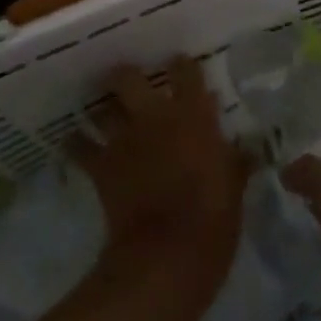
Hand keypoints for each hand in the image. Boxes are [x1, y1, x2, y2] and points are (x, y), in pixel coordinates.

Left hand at [70, 58, 251, 304]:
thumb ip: (234, 159)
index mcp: (193, 114)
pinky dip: (76, 143)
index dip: (182, 66)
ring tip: (102, 111)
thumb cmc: (213, 217)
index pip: (186, 71)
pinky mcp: (101, 166)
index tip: (181, 66)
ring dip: (101, 109)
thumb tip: (245, 148)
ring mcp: (123, 139)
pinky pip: (79, 146)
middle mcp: (154, 115)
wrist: (168, 254)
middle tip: (129, 82)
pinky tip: (75, 143)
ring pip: (101, 107)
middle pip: (129, 77)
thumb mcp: (235, 185)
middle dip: (125, 76)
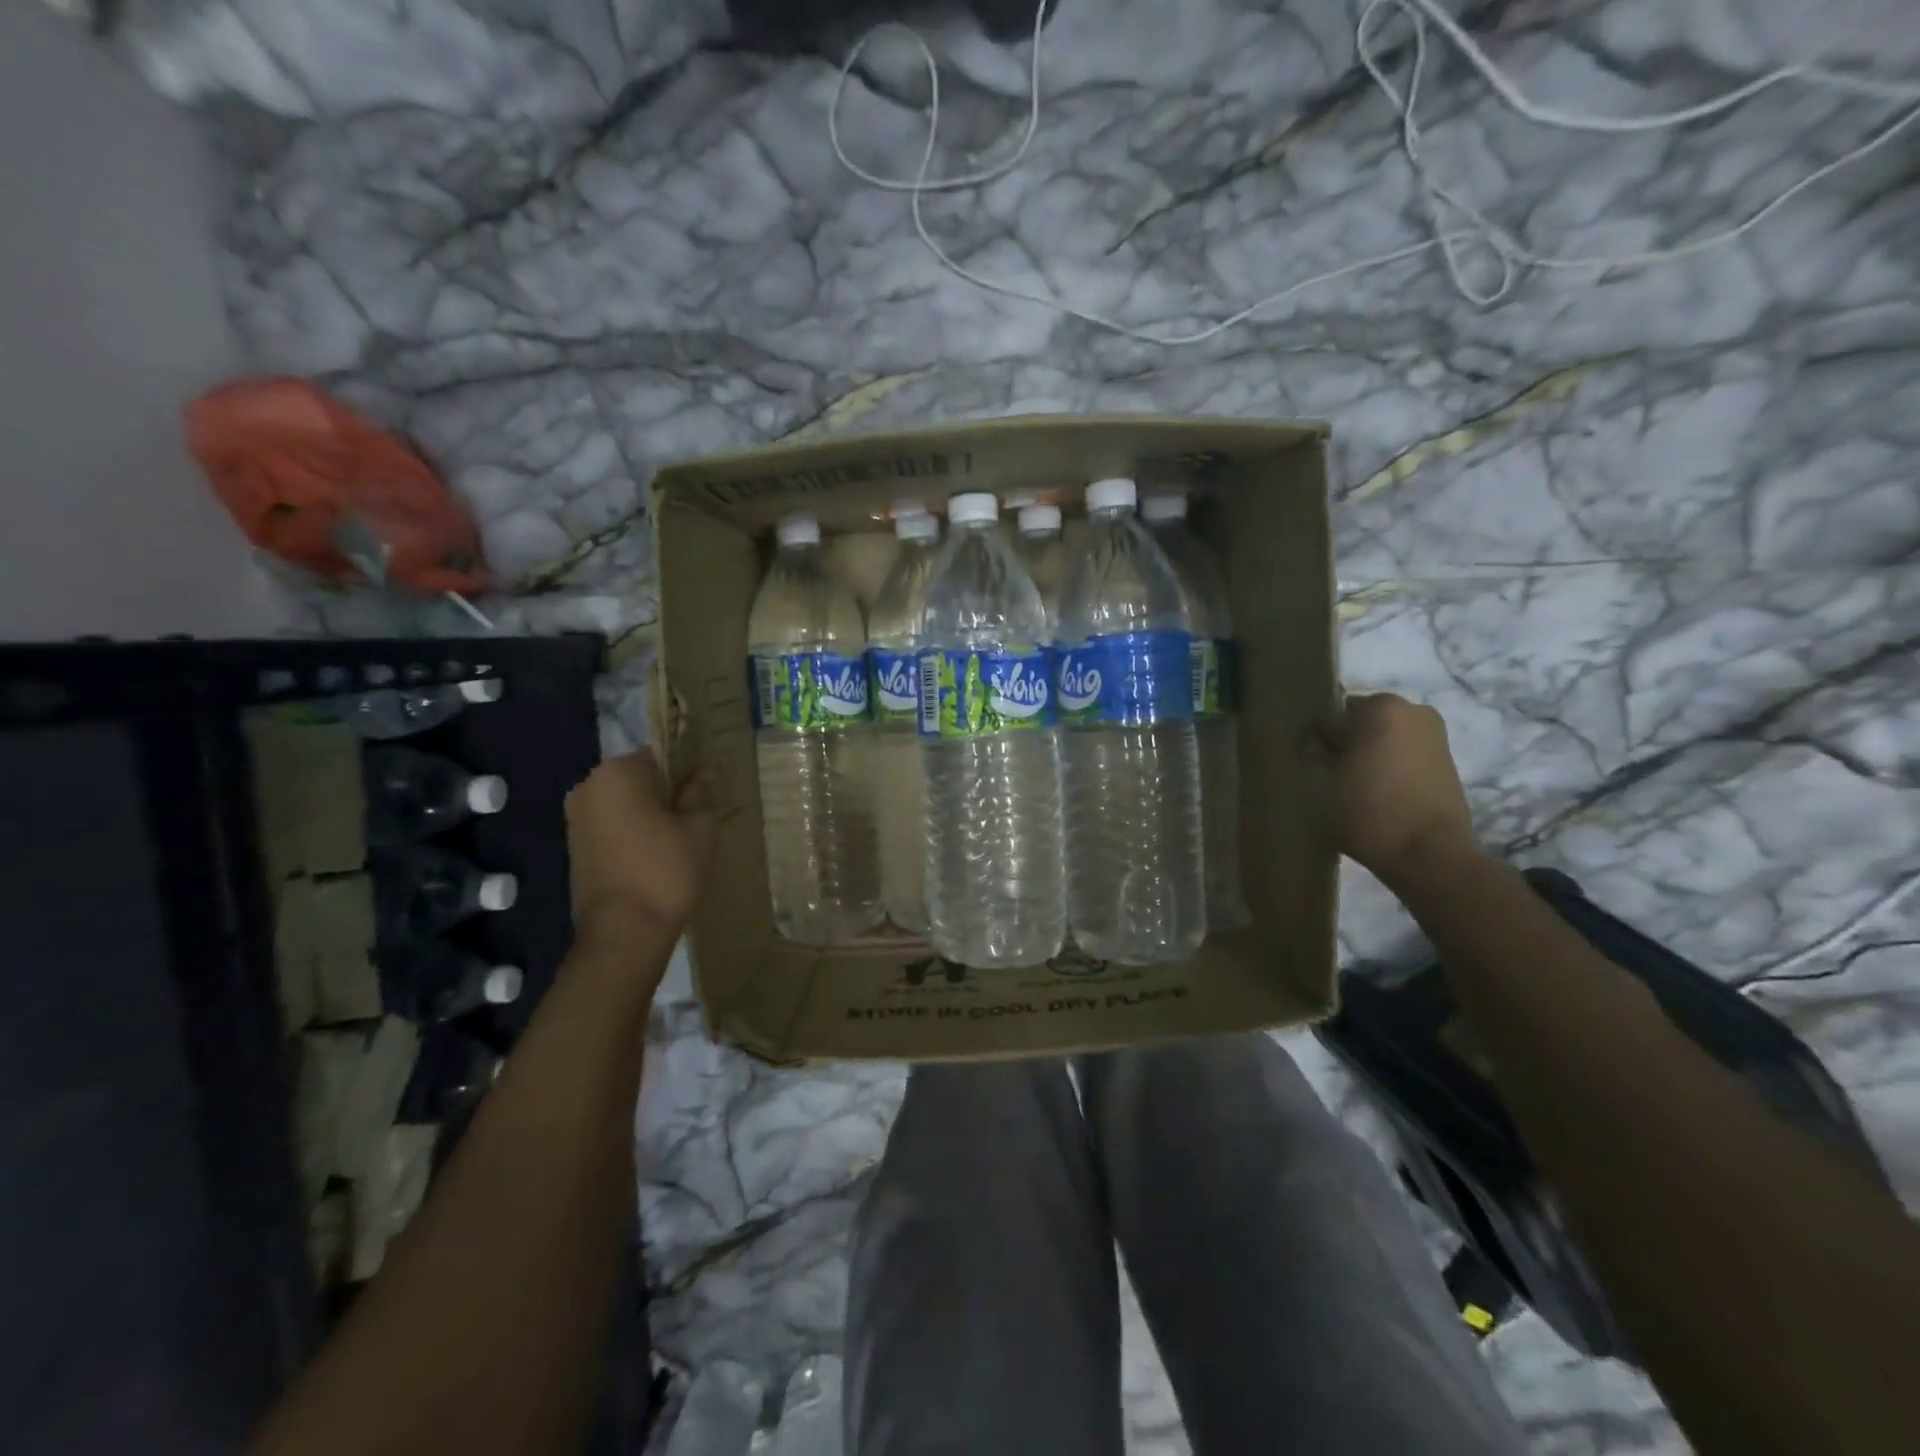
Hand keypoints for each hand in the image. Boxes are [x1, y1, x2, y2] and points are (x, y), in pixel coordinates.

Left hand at [565, 749, 715, 935]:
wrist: (624, 932)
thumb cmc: (667, 871)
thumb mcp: (700, 828)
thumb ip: (701, 792)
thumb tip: (702, 772)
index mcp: (618, 772)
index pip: (661, 754)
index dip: (687, 772)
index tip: (704, 795)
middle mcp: (589, 786)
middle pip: (640, 777)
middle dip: (666, 792)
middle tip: (695, 819)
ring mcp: (576, 816)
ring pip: (625, 801)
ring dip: (648, 813)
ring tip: (676, 840)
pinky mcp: (574, 844)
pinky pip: (611, 823)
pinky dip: (632, 831)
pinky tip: (653, 854)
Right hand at [1306, 692, 1477, 886]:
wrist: (1429, 855)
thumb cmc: (1368, 812)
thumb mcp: (1320, 782)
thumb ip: (1312, 753)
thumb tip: (1314, 743)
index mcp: (1380, 707)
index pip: (1329, 715)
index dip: (1316, 741)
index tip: (1311, 767)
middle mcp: (1412, 709)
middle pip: (1358, 722)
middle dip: (1344, 744)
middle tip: (1331, 777)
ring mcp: (1435, 733)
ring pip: (1382, 737)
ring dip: (1366, 755)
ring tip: (1354, 788)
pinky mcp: (1446, 759)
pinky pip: (1403, 752)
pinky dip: (1388, 766)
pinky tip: (1379, 794)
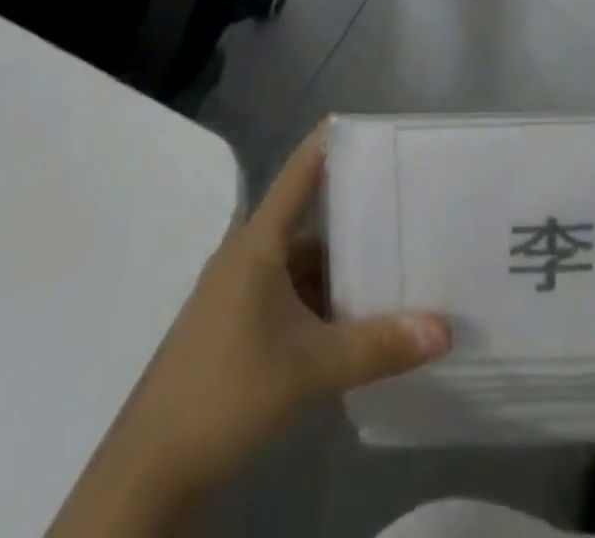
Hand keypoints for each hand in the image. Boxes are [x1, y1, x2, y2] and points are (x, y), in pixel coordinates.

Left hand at [47, 127, 452, 537]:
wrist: (150, 470)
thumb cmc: (227, 393)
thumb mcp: (311, 368)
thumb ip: (379, 346)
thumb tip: (443, 329)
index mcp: (258, 243)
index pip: (299, 172)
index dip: (330, 142)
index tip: (368, 124)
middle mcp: (246, 255)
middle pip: (307, 217)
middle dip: (353, 210)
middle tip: (401, 199)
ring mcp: (237, 290)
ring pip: (299, 259)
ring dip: (338, 262)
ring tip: (390, 257)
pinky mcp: (235, 323)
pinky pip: (288, 290)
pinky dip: (320, 295)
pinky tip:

=== The problem ===
Which lines in the listing above include the string "Left"? Copy each of them.

=== Answer to the exercise ===
Left hand at [70, 58, 251, 304]:
Left hand at [565, 749, 715, 935]:
Left hand at [47, 127, 452, 537]:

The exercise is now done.